* WHAT YOU WILL DO
I need all of the entries printed exactly.

************

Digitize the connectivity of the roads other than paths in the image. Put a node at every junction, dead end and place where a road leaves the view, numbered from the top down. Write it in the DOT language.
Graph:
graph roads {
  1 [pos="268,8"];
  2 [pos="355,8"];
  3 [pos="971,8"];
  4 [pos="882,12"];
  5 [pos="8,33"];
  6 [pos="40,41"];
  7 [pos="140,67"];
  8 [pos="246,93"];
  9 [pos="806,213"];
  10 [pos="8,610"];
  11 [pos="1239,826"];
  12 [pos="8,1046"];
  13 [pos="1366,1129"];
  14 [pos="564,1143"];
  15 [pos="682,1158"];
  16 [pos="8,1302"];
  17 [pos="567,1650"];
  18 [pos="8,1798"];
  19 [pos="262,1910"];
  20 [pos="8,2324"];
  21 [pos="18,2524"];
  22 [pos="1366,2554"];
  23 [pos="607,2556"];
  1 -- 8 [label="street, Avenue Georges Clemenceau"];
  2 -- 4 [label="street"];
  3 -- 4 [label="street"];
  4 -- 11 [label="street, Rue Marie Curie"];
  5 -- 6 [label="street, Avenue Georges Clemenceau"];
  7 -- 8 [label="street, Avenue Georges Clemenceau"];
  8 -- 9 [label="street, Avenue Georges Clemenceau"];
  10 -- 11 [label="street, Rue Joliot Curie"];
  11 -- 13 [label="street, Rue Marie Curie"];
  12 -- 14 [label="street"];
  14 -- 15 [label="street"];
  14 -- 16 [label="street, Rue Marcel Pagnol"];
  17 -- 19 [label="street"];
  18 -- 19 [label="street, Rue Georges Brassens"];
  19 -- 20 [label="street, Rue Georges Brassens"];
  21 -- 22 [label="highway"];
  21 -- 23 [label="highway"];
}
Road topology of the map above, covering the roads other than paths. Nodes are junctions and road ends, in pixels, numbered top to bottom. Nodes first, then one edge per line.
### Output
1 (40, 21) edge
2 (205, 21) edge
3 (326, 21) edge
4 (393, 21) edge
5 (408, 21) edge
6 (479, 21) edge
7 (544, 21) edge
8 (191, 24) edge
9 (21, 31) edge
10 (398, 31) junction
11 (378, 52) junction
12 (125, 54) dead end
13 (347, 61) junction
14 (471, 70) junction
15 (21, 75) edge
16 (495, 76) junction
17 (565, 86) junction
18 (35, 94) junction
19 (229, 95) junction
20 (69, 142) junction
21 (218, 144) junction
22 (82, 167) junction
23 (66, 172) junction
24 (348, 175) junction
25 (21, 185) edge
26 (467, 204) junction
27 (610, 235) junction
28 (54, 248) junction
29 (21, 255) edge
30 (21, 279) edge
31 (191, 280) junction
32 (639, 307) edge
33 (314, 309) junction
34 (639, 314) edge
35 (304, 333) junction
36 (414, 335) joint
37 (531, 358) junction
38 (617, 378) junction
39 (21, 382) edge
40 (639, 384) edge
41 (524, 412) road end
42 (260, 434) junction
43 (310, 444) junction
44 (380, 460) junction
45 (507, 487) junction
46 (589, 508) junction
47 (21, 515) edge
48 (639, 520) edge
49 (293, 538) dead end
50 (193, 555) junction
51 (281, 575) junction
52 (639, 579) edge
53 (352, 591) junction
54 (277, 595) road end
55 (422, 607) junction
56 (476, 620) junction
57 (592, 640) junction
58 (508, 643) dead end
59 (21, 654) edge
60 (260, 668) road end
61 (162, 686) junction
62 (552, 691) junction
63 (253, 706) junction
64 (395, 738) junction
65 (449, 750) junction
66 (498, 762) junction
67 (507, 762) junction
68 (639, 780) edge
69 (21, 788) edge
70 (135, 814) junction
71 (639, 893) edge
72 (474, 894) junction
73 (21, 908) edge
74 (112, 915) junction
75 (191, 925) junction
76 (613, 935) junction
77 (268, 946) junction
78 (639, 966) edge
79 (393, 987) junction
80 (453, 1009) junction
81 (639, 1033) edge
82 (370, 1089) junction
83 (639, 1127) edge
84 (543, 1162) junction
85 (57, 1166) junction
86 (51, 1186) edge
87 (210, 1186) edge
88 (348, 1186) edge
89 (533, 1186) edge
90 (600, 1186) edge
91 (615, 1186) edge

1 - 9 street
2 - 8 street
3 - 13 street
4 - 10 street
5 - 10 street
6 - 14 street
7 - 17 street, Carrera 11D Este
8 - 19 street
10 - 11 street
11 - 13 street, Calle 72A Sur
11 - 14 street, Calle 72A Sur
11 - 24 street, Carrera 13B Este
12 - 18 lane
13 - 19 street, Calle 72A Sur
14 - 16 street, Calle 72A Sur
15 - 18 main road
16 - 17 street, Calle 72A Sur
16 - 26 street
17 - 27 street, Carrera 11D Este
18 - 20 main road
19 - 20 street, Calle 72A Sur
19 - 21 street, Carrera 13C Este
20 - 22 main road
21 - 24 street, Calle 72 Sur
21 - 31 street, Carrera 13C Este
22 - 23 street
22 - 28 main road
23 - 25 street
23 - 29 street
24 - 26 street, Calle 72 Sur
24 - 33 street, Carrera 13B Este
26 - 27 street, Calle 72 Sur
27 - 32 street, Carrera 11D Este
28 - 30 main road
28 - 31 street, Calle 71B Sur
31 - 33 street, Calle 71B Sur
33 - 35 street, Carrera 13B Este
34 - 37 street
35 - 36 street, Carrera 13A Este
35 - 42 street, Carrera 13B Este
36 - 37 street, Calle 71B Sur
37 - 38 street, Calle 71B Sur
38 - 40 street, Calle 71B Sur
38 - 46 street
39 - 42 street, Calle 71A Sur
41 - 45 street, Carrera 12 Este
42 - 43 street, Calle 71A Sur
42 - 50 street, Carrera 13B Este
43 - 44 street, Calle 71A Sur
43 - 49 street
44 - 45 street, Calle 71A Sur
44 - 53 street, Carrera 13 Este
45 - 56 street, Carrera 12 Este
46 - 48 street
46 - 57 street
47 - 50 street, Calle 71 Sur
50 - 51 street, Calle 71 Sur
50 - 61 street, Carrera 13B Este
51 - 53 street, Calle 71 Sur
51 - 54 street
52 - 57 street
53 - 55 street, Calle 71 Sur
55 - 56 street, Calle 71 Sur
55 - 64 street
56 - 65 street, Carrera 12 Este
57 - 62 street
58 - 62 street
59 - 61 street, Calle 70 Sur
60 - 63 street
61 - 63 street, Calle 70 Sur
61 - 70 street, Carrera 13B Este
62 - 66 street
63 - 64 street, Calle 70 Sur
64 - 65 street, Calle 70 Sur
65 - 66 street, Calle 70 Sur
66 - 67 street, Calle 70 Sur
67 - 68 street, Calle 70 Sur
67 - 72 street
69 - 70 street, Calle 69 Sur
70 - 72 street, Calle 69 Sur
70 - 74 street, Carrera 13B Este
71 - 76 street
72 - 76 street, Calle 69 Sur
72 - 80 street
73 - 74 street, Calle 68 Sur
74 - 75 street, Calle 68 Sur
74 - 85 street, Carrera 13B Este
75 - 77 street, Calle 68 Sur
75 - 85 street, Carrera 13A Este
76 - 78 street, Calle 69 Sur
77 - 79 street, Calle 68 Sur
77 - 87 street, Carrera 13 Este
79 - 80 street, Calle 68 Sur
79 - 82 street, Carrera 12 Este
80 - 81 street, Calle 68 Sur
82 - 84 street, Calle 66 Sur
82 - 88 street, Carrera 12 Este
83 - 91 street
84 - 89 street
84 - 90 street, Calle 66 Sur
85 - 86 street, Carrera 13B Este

************

* ANSWER
Digitize the connectivity of the roads other than paths in the image. Put a node at every junction, dead end and place where a road leaves the view, numbered from the top down. Write it in the DOT language.
Graph:
graph roads {
  1 [pos="268,8"];
  2 [pos="355,8"];
  3 [pos="971,8"];
  4 [pos="882,12"];
  5 [pos="8,33"];
  6 [pos="40,41"];
  7 [pos="140,67"];
  8 [pos="246,93"];
  9 [pos="806,213"];
  10 [pos="8,610"];
  11 [pos="1239,826"];
  12 [pos="8,1046"];
  13 [pos="1366,1129"];
  14 [pos="564,1143"];
  15 [pos="682,1158"];
  16 [pos="8,1302"];
  17 [pos="567,1650"];
  18 [pos="8,1798"];
  19 [pos="262,1910"];
  20 [pos="8,2324"];
  21 [pos="18,2524"];
  22 [pos="1366,2554"];
  23 [pos="607,2556"];
  1 -- 8 [label="street, Avenue Georges Clemenceau"];
  2 -- 4 [label="street"];
  3 -- 4 [label="street"];
  4 -- 11 [label="street, Rue Marie Curie"];
  5 -- 6 [label="street, Avenue Georges Clemenceau"];
  7 -- 8 [label="street, Avenue Georges Clemenceau"];
  8 -- 9 [label="street, Avenue Georges Clemenceau"];
  10 -- 11 [label="street, Rue Joliot Curie"];
  11 -- 13 [label="street, Rue Marie Curie"];
  12 -- 14 [label="street"];
  14 -- 15 [label="street"];
  14 -- 16 [label="street, Rue Marcel Pagnol"];
  17 -- 19 [label="street"];
  18 -- 19 [label="street, Rue Georges Brassens"];
  19 -- 20 [label="street, Rue Georges Brassens"];
  21 -- 22 [label="highway"];
  21 -- 23 [label="highway"];
}
Road topology of the map above, covering the roads other than paths. Nodes are junctions and road ends, in pixels, numbered top to bottom. Nodes first, then one edge per line.
### Output
1 (40, 21) edge
2 (205, 21) edge
3 (326, 21) edge
4 (393, 21) edge
5 (408, 21) edge
6 (479, 21) edge
7 (544, 21) edge
8 (191, 24) edge
9 (21, 31) edge
10 (398, 31) junction
11 (378, 52) junction
12 (125, 54) dead end
13 (347, 61) junction
14 (471, 70) junction
15 (21, 75) edge
16 (495, 76) junction
17 (565, 86) junction
18 (35, 94) junction
19 (229, 95) junction
20 (69, 142) junction
21 (218, 144) junction
22 (82, 167) junction
23 (66, 172) junction
24 (348, 175) junction
25 (21, 185) edge
26 (467, 204) junction
27 (610, 235) junction
28 (54, 248) junction
29 (21, 255) edge
30 (21, 279) edge
31 (191, 280) junction
32 (639, 307) edge
33 (314, 309) junction
34 (639, 314) edge
35 (304, 333) junction
36 (414, 335) joint
37 (531, 358) junction
38 (617, 378) junction
39 (21, 382) edge
40 (639, 384) edge
41 (524, 412) road end
42 (260, 434) junction
43 (310, 444) junction
44 (380, 460) junction
45 (507, 487) junction
46 (589, 508) junction
47 (21, 515) edge
48 (639, 520) edge
49 (293, 538) dead end
50 (193, 555) junction
51 (281, 575) junction
52 (639, 579) edge
53 (352, 591) junction
54 (277, 595) road end
55 (422, 607) junction
56 (476, 620) junction
57 (592, 640) junction
58 (508, 643) dead end
59 (21, 654) edge
60 (260, 668) road end
61 (162, 686) junction
62 (552, 691) junction
63 (253, 706) junction
64 (395, 738) junction
65 (449, 750) junction
66 (498, 762) junction
67 (507, 762) junction
68 (639, 780) edge
69 (21, 788) edge
70 (135, 814) junction
71 (639, 893) edge
72 (474, 894) junction
73 (21, 908) edge
74 (112, 915) junction
75 (191, 925) junction
76 (613, 935) junction
77 (268, 946) junction
78 (639, 966) edge
79 (393, 987) junction
80 (453, 1009) junction
81 (639, 1033) edge
82 (370, 1089) junction
83 (639, 1127) edge
84 (543, 1162) junction
85 (57, 1166) junction
86 (51, 1186) edge
87 (210, 1186) edge
88 (348, 1186) edge
89 (533, 1186) edge
90 (600, 1186) edge
91 (615, 1186) edge

1 - 9 street
2 - 8 street
3 - 13 street
4 - 10 street
5 - 10 street
6 - 14 street
7 - 17 street, Carrera 11D Este
8 - 19 street
10 - 11 street
11 - 13 street, Calle 72A Sur
11 - 14 street, Calle 72A Sur
11 - 24 street, Carrera 13B Este
12 - 18 lane
13 - 19 street, Calle 72A Sur
14 - 16 street, Calle 72A Sur
15 - 18 main road
16 - 17 street, Calle 72A Sur
16 - 26 street
17 - 27 street, Carrera 11D Este
18 - 20 main road
19 - 20 street, Calle 72A Sur
19 - 21 street, Carrera 13C Este
20 - 22 main road
21 - 24 street, Calle 72 Sur
21 - 31 street, Carrera 13C Este
22 - 23 street
22 - 28 main road
23 - 25 street
23 - 29 street
24 - 26 street, Calle 72 Sur
24 - 33 street, Carrera 13B Este
26 - 27 street, Calle 72 Sur
27 - 32 street, Carrera 11D Este
28 - 30 main road
28 - 31 street, Calle 71B Sur
31 - 33 street, Calle 71B Sur
33 - 35 street, Carrera 13B Este
34 - 37 street
35 - 36 street, Carrera 13A Este
35 - 42 street, Carrera 13B Este
36 - 37 street, Calle 71B Sur
37 - 38 street, Calle 71B Sur
38 - 40 street, Calle 71B Sur
38 - 46 street
39 - 42 street, Calle 71A Sur
41 - 45 street, Carrera 12 Este
42 - 43 street, Calle 71A Sur
42 - 50 street, Carrera 13B Este
43 - 44 street, Calle 71A Sur
43 - 49 street
44 - 45 street, Calle 71A Sur
44 - 53 street, Carrera 13 Este
45 - 56 street, Carrera 12 Este
46 - 48 street
46 - 57 street
47 - 50 street, Calle 71 Sur
50 - 51 street, Calle 71 Sur
50 - 61 street, Carrera 13B Este
51 - 53 street, Calle 71 Sur
51 - 54 street
52 - 57 street
53 - 55 street, Calle 71 Sur
55 - 56 street, Calle 71 Sur
55 - 64 street
56 - 65 street, Carrera 12 Este
57 - 62 street
58 - 62 street
59 - 61 street, Calle 70 Sur
60 - 63 street
61 - 63 street, Calle 70 Sur
61 - 70 street, Carrera 13B Este
62 - 66 street
63 - 64 street, Calle 70 Sur
64 - 65 street, Calle 70 Sur
65 - 66 street, Calle 70 Sur
66 - 67 street, Calle 70 Sur
67 - 68 street, Calle 70 Sur
67 - 72 street
69 - 70 street, Calle 69 Sur
70 - 72 street, Calle 69 Sur
70 - 74 street, Carrera 13B Este
71 - 76 street
72 - 76 street, Calle 69 Sur
72 - 80 street
73 - 74 street, Calle 68 Sur
74 - 75 street, Calle 68 Sur
74 - 85 street, Carrera 13B Este
75 - 77 street, Calle 68 Sur
75 - 85 street, Carrera 13A Este
76 - 78 street, Calle 69 Sur
77 - 79 street, Calle 68 Sur
77 - 87 street, Carrera 13 Este
79 - 80 street, Calle 68 Sur
79 - 82 street, Carrera 12 Este
80 - 81 street, Calle 68 Sur
82 - 84 street, Calle 66 Sur
82 - 88 street, Carrera 12 Este
83 - 91 street
84 - 89 street
84 - 90 street, Calle 66 Sur
85 - 86 street, Carrera 13B Este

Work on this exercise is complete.